In the listing below, locate the lines that hold "Which" and copy them.

· · · · ·

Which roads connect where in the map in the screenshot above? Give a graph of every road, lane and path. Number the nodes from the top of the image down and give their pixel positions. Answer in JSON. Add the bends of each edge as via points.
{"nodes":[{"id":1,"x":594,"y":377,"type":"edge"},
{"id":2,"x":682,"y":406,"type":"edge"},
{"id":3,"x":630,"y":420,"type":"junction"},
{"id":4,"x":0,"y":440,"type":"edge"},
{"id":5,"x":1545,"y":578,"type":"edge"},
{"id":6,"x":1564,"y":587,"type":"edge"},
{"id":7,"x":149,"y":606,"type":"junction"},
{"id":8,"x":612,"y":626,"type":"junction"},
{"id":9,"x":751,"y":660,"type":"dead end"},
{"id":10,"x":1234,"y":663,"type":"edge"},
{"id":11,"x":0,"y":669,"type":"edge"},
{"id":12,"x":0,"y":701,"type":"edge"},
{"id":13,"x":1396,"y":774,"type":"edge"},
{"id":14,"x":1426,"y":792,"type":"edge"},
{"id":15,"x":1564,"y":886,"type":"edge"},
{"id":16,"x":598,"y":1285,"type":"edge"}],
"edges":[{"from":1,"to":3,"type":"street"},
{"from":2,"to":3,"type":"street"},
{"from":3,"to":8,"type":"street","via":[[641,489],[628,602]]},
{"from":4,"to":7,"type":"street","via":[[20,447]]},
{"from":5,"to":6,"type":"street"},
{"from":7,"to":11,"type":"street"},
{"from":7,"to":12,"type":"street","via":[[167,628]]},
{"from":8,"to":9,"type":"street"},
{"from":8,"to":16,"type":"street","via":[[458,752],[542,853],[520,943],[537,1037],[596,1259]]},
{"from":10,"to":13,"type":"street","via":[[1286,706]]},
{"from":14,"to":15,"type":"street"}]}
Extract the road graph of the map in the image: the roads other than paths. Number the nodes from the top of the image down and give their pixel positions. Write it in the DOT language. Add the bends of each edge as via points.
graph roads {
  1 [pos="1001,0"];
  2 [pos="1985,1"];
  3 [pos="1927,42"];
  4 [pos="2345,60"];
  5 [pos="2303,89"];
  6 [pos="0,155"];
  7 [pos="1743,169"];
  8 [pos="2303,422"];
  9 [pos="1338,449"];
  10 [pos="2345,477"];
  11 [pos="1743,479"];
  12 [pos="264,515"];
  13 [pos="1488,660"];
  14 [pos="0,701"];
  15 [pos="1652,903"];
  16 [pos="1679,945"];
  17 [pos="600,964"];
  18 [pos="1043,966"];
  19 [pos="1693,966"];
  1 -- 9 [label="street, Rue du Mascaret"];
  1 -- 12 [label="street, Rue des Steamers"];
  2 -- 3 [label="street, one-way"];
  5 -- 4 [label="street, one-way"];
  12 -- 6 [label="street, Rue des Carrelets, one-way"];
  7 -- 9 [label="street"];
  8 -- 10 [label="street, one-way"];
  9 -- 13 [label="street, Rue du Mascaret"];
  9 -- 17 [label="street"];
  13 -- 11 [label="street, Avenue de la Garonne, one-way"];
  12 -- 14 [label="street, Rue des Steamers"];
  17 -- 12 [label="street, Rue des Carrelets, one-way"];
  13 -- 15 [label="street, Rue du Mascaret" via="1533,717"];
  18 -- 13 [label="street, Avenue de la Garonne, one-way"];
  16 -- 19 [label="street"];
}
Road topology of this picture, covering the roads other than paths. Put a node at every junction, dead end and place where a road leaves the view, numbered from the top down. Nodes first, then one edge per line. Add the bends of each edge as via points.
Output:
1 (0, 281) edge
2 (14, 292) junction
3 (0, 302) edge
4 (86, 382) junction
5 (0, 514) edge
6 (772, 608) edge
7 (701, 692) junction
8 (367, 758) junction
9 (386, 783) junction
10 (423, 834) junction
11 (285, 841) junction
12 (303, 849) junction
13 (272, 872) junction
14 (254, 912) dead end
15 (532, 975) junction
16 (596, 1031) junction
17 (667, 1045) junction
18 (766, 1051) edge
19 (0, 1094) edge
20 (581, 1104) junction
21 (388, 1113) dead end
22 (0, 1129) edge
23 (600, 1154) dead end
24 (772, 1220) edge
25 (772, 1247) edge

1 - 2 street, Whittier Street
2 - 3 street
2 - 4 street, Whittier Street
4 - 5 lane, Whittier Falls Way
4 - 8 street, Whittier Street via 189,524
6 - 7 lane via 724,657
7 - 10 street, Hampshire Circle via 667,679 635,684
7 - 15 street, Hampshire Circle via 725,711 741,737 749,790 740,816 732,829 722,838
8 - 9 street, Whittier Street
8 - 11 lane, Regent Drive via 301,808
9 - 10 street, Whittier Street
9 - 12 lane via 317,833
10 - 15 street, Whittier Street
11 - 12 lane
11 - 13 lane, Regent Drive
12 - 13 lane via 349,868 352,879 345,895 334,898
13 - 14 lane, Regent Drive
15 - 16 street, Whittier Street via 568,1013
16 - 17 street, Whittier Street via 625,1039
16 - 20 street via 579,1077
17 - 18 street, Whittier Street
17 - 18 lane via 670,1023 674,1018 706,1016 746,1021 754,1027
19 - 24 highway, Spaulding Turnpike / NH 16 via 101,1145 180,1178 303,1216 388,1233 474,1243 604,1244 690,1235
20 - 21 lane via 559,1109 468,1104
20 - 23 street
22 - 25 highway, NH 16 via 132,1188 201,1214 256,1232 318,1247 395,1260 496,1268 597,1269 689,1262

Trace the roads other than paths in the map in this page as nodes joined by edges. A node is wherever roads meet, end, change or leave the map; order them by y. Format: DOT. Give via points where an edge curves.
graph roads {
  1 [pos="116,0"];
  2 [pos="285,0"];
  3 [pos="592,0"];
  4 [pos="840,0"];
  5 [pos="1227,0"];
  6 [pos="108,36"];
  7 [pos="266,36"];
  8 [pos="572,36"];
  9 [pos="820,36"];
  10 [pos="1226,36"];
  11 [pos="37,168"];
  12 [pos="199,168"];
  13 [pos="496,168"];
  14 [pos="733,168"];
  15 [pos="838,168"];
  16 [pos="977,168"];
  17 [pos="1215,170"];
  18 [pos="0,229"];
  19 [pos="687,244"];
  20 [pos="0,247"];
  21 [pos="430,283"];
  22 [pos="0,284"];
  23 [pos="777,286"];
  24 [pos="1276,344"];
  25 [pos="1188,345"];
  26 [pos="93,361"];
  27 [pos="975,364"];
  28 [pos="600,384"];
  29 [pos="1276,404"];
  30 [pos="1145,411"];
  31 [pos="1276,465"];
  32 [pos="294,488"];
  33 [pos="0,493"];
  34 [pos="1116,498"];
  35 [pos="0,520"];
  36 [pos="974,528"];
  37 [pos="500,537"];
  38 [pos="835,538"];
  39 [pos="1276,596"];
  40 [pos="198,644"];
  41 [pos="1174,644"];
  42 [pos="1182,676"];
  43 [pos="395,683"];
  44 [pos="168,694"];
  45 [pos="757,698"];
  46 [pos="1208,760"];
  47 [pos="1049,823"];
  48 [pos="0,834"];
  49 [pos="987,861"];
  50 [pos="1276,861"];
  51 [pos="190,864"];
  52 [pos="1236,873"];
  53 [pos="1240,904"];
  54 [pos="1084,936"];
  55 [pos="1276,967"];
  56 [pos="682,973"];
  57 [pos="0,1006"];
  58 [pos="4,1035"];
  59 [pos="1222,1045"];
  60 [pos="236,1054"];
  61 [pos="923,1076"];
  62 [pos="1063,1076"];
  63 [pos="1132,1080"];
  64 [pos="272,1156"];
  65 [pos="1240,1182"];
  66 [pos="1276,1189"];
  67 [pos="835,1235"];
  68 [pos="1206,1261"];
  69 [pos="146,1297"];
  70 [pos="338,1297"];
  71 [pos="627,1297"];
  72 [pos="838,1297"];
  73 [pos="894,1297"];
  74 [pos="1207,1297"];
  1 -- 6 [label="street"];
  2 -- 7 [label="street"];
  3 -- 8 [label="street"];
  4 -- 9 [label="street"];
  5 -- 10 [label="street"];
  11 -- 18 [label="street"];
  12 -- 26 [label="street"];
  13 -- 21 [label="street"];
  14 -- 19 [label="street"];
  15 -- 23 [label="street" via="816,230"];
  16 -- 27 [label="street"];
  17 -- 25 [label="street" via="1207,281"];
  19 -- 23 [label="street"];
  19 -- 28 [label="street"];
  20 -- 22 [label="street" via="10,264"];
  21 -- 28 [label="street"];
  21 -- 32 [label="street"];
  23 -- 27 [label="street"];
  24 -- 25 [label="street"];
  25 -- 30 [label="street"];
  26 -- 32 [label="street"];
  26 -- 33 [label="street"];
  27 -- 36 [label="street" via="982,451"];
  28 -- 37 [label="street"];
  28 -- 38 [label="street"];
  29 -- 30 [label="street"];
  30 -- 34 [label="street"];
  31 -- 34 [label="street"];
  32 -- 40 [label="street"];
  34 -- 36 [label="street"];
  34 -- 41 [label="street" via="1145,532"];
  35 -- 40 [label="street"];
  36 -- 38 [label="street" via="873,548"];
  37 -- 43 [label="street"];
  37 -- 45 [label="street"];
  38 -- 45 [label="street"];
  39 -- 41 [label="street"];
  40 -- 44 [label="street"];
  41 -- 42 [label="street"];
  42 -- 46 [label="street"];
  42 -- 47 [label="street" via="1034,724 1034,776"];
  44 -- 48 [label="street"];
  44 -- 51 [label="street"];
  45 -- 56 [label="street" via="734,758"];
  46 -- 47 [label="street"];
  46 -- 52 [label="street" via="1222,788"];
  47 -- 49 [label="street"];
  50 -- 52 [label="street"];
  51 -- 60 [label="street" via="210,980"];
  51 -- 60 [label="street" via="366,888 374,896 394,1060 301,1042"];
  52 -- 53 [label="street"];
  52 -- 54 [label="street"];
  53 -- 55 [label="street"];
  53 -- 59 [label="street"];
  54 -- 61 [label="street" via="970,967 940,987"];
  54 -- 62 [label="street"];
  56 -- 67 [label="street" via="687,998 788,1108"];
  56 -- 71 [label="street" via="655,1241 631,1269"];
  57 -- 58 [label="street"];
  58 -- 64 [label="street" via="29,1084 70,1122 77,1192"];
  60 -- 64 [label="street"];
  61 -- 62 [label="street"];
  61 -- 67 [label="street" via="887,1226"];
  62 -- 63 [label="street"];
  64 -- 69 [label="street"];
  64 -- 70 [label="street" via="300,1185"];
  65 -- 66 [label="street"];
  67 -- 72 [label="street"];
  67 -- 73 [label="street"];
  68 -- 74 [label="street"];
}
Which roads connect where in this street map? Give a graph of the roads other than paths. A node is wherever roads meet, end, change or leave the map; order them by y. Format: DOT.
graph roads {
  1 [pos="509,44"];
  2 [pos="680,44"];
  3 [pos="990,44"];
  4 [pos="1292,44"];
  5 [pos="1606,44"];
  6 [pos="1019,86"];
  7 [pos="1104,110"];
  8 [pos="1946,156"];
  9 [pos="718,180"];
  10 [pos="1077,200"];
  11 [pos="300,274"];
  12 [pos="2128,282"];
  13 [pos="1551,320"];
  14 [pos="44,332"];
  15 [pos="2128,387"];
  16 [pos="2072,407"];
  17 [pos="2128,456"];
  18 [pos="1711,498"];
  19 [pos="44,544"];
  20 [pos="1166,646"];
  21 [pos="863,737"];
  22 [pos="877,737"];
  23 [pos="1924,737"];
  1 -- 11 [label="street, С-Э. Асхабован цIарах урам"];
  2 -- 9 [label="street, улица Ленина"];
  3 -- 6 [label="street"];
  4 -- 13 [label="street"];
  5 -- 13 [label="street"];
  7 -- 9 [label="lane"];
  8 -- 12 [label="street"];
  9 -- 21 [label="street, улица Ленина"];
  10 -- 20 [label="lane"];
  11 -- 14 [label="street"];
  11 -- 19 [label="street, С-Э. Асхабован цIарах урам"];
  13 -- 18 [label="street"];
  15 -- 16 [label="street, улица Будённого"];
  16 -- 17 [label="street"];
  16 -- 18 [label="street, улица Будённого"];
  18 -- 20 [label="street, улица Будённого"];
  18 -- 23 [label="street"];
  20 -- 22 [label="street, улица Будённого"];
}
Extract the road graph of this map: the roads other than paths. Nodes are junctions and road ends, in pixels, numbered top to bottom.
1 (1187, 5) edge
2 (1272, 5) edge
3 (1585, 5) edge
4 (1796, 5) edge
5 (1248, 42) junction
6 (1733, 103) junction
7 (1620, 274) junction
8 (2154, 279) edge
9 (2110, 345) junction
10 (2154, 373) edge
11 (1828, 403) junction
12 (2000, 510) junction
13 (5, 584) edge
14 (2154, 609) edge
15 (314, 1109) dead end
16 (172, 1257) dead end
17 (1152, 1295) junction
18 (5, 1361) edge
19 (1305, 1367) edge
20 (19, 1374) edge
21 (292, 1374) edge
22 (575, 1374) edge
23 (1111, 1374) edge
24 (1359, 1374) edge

· · · · ·

-- Result --
Which roads connect where in the map in the screenshot above? Give a graph of every road, lane and path. Number the nodes from the top of the image down and give their pixel positions. Answer in JSON. Add the bends of each edge as via points.
Which roads connect where in this street map? Give a graph of the roads other than paths. A node is wherever roads meet, end, change or leave the map; order them by y. Format: DOT.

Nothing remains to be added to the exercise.